Deadline for manuscript submissions: closed (30 April 2012) | Viewed by 56016
Special Issue Editor
Special Issue Information
Creep is time-dependent deformation under constant load or stress. It has been recognised as an engineering challenge for more than a century, and traditionally, the key design parameter has been ‘time to fracture’ as a function of applied stress and temperature. More recently, in applications, such as close-tolerance turbines and miniaturised equipment, ‘time to a critical strain’ has become a more appropriate failure criterion.
It is often regarded as a high temperature phenomenon, although this can be misleading since it is the homologous temperature (for metallic materials, this is the ratio of the current temperature to the melting temperature, expressed in degrees Kelvin) that is the salient factor in determining the significance of creep. Consequently, creep may still be a problem in solders for electronics at temperatures as low as −50 °C.
Creep may occur in all classes of materials (metals, ceramics, polymers and composites) although the phenomena involved are quite disparate. Even for a single material type, such as metals, one or more mechanisms may be involved, depending upon the operating conditions (stress, temperature, strain rate). For example, the dominant deformation process may be occurring at the grain boundaries or within the grains themselves. Further sub divisions are possible which explains the plethora of constitutive expressions for describing creep that have been developed over the years.
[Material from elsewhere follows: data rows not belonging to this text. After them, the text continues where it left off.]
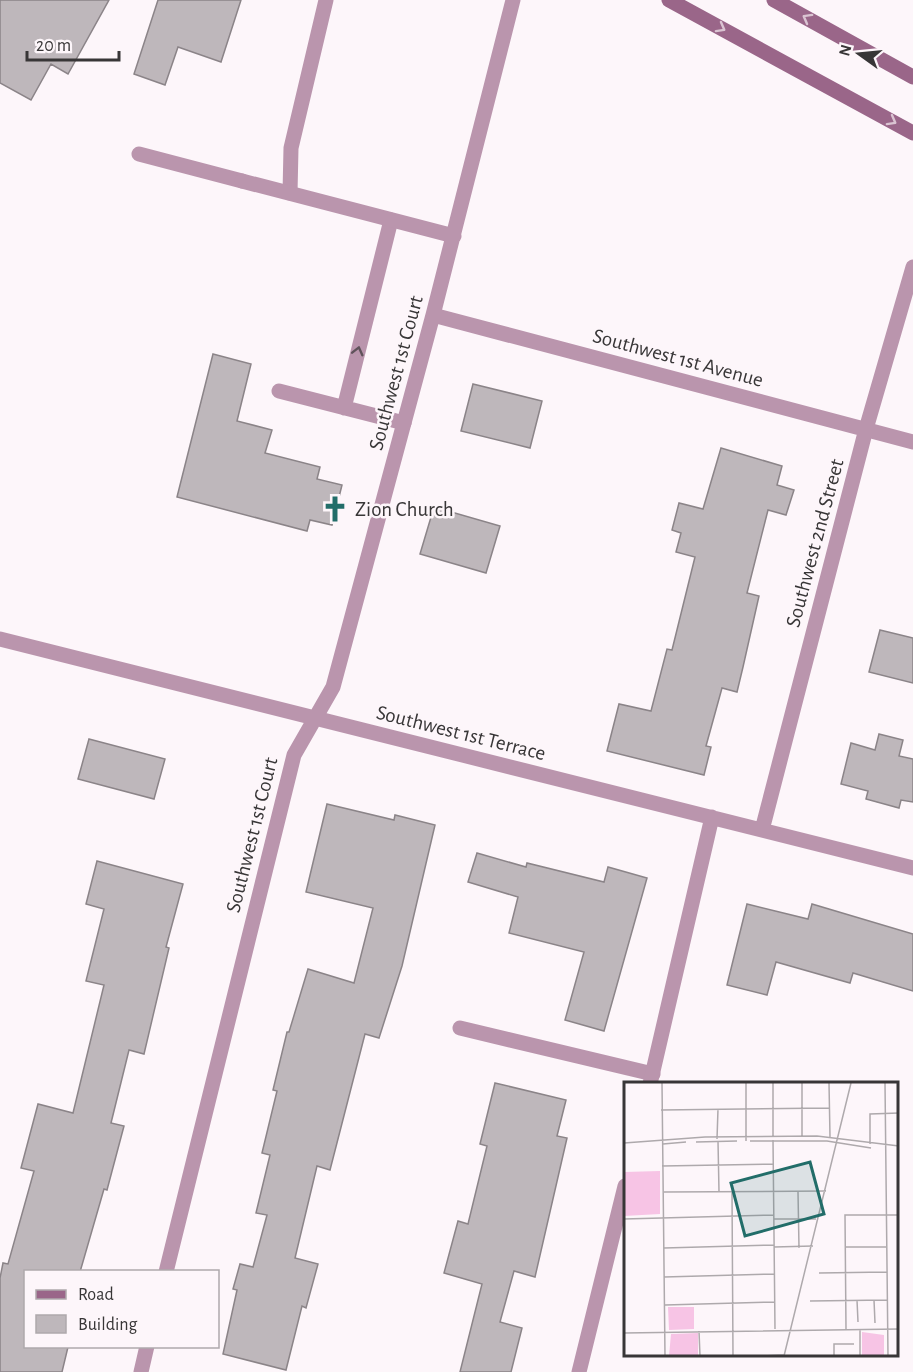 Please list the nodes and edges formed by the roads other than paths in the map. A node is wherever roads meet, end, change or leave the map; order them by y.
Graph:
1 (326, 0) edge
2 (513, 0) edge
3 (669, 0) edge
4 (774, 0) edge
5 (913, 77) edge
6 (913, 133) edge
7 (139, 154) dead end
8 (290, 194) junction
9 (391, 220) junction
10 (454, 236) junction
11 (913, 267) edge
12 (433, 315) junction
13 (279, 392) dead end
14 (344, 408) junction
15 (404, 423) junction
16 (866, 429) junction
17 (913, 442) edge
18 (0, 639) edge
19 (315, 718) junction
20 (712, 817) junction
21 (762, 830) junction
22 (913, 868) edge
23 (460, 1028) dead end
24 (651, 1079) edge
25 (624, 1190) edge
26 (165, 1270) edge
27 (147, 1348) edge
28 (141, 1372) edge
29 (579, 1372) edge

1 - 8 street
2 - 10 street, Southwest 1st Court
3 -> 6 main road
5 -> 4 main road
7 - 8 street
8 - 9 street
9 - 10 street
14 -> 9 street
10 - 12 street, Southwest 1st Court
11 - 16 street, Southwest 2nd Street
12 - 15 street, Southwest 1st Court
12 - 16 street, Southwest 1st Avenue
13 - 14 street
14 - 15 street
15 - 19 street, Southwest 1st Court
16 - 17 street, Southwest 1st Avenue
16 - 21 street, Southwest 2nd Street
18 - 19 street, Southwest 1st Terrace
19 - 20 street, Southwest 1st Terrace
19 - 26 street, Southwest 1st Court
20 - 21 street, Southwest 1st Terrace
20 - 24 street
21 - 22 street, Southwest 1st Terrace
23 - 24 street
25 - 29 street
27 - 28 street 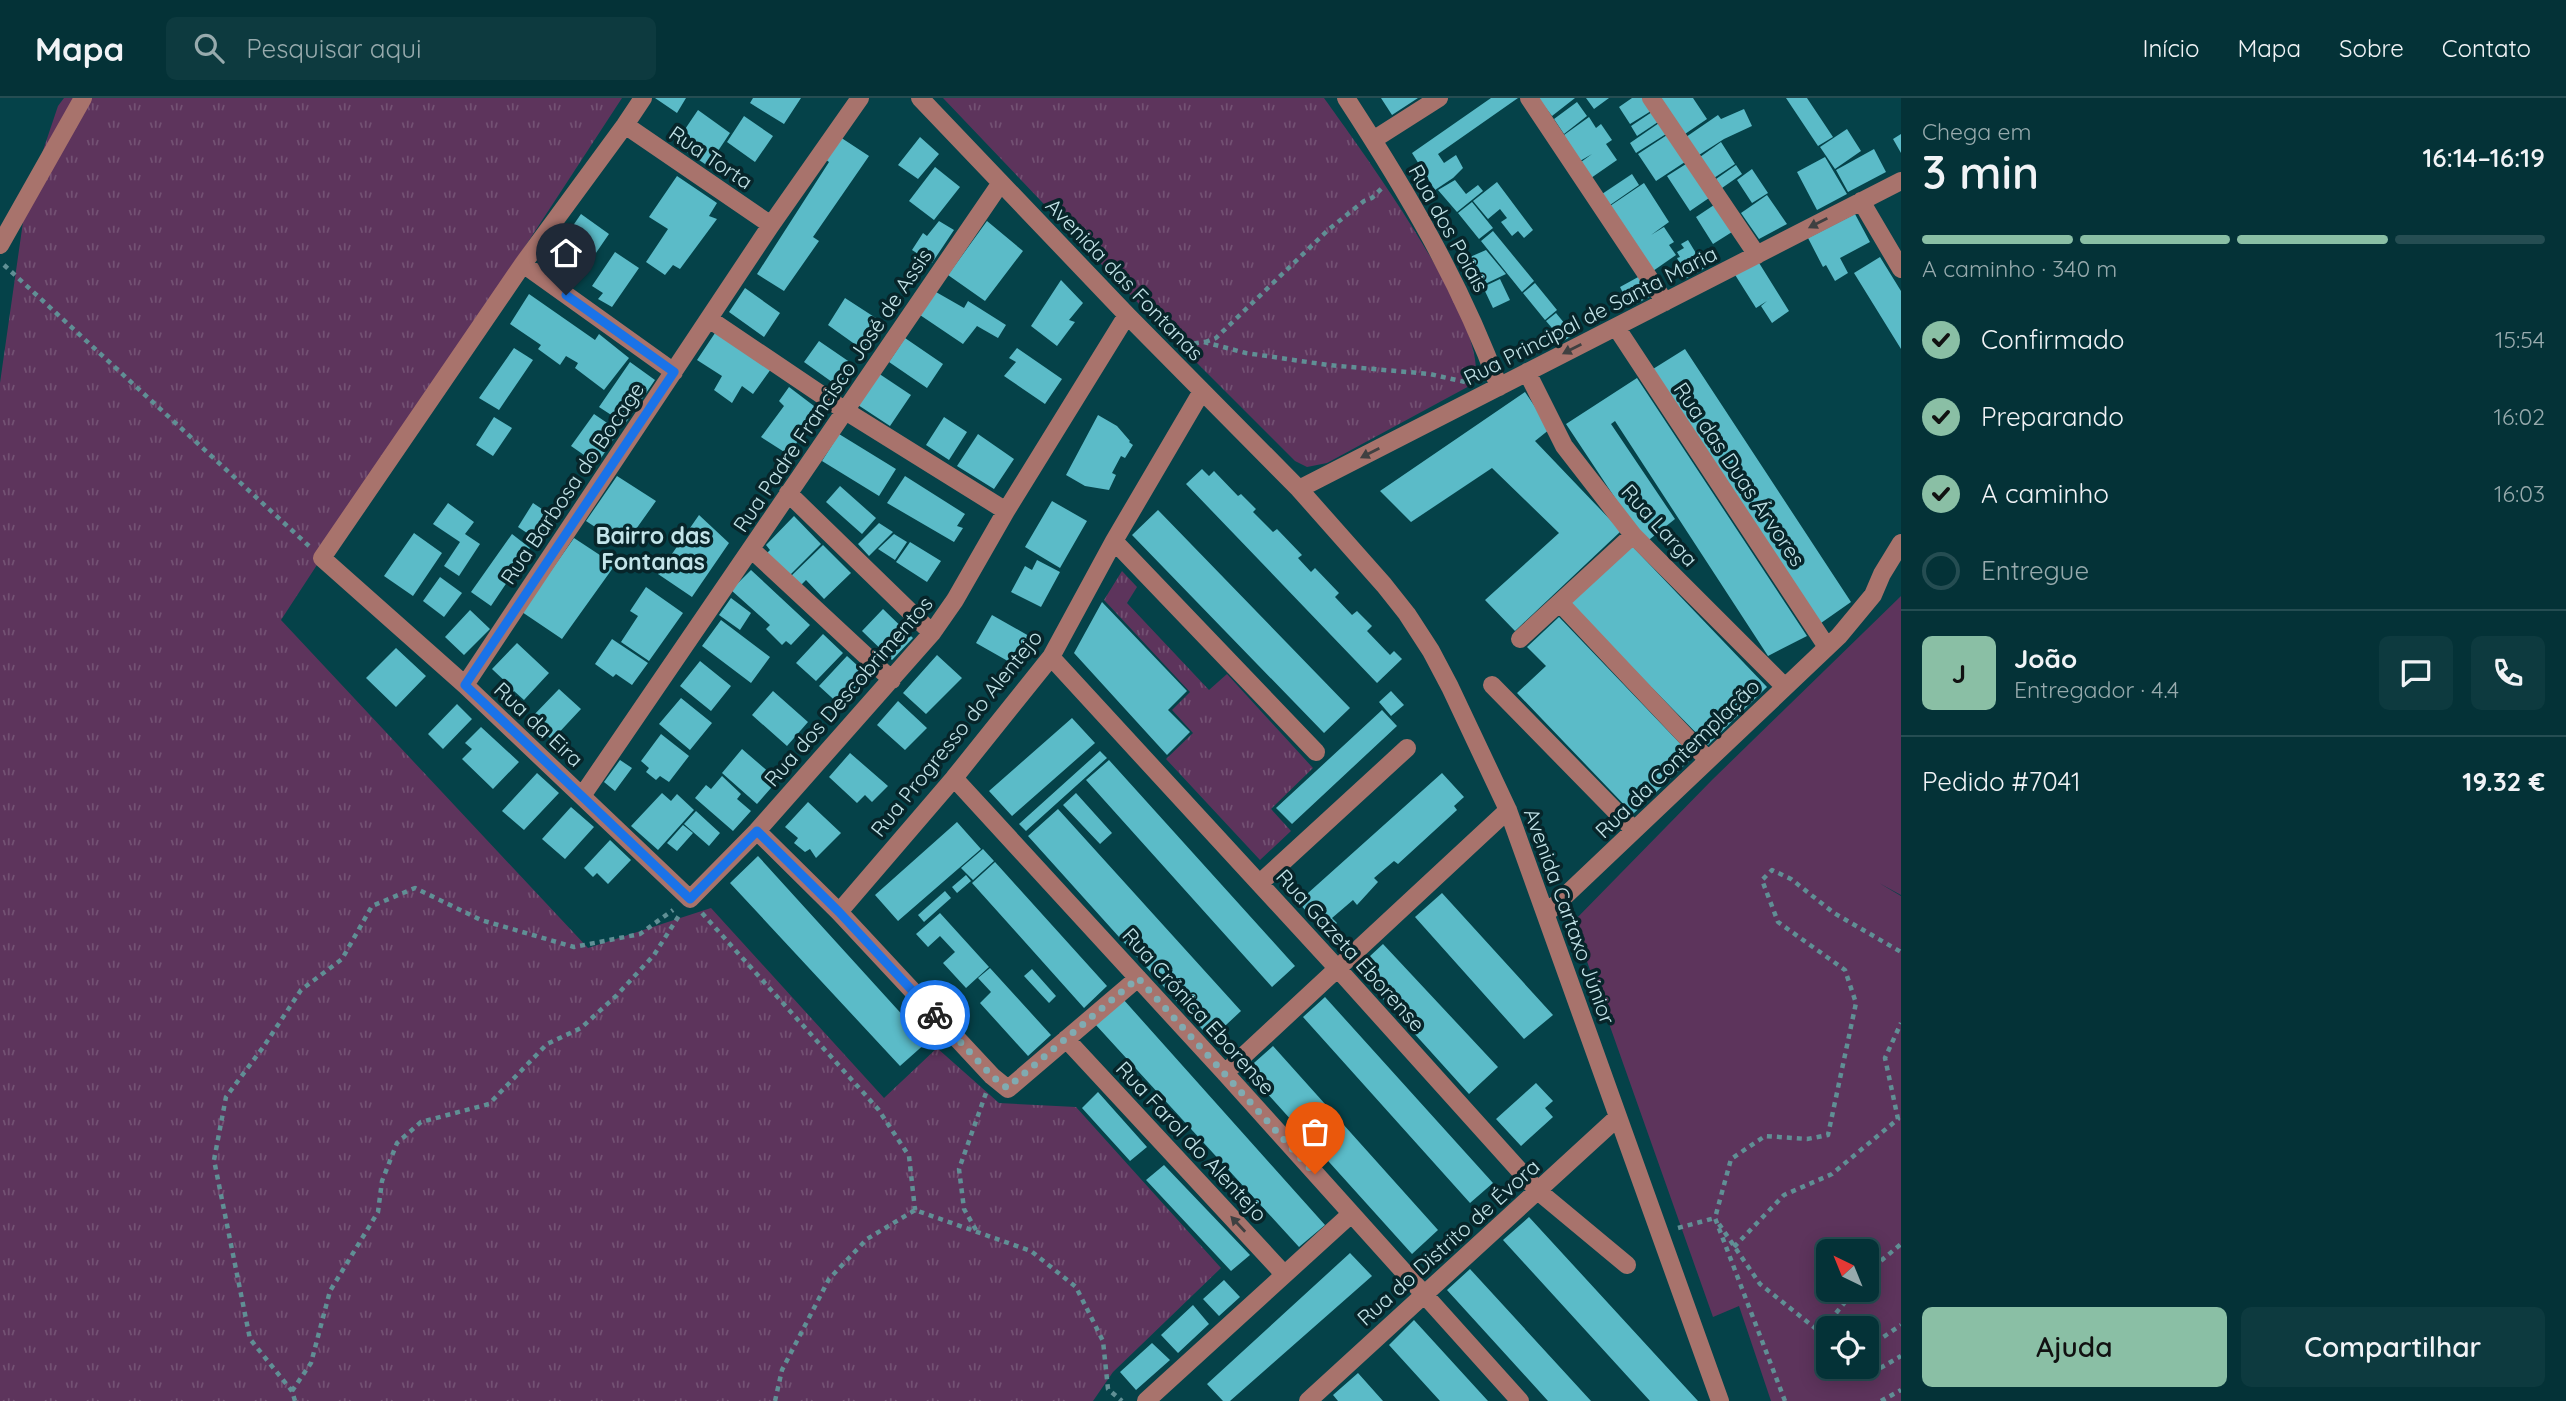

With the advent of further miniaturisation and nanostructures, their number will undoubtedly mushroom, but the need to identify the dominant creep mechanism, both in the laboratory and in the field, will remain paramount, if reliable creep performance is to be achieved.
That this Special Issue contains a diverse range of papers should be regarded as strength. Potentially, there is much to gain from cross-fertilisation between different material-specific and application-specific approaches.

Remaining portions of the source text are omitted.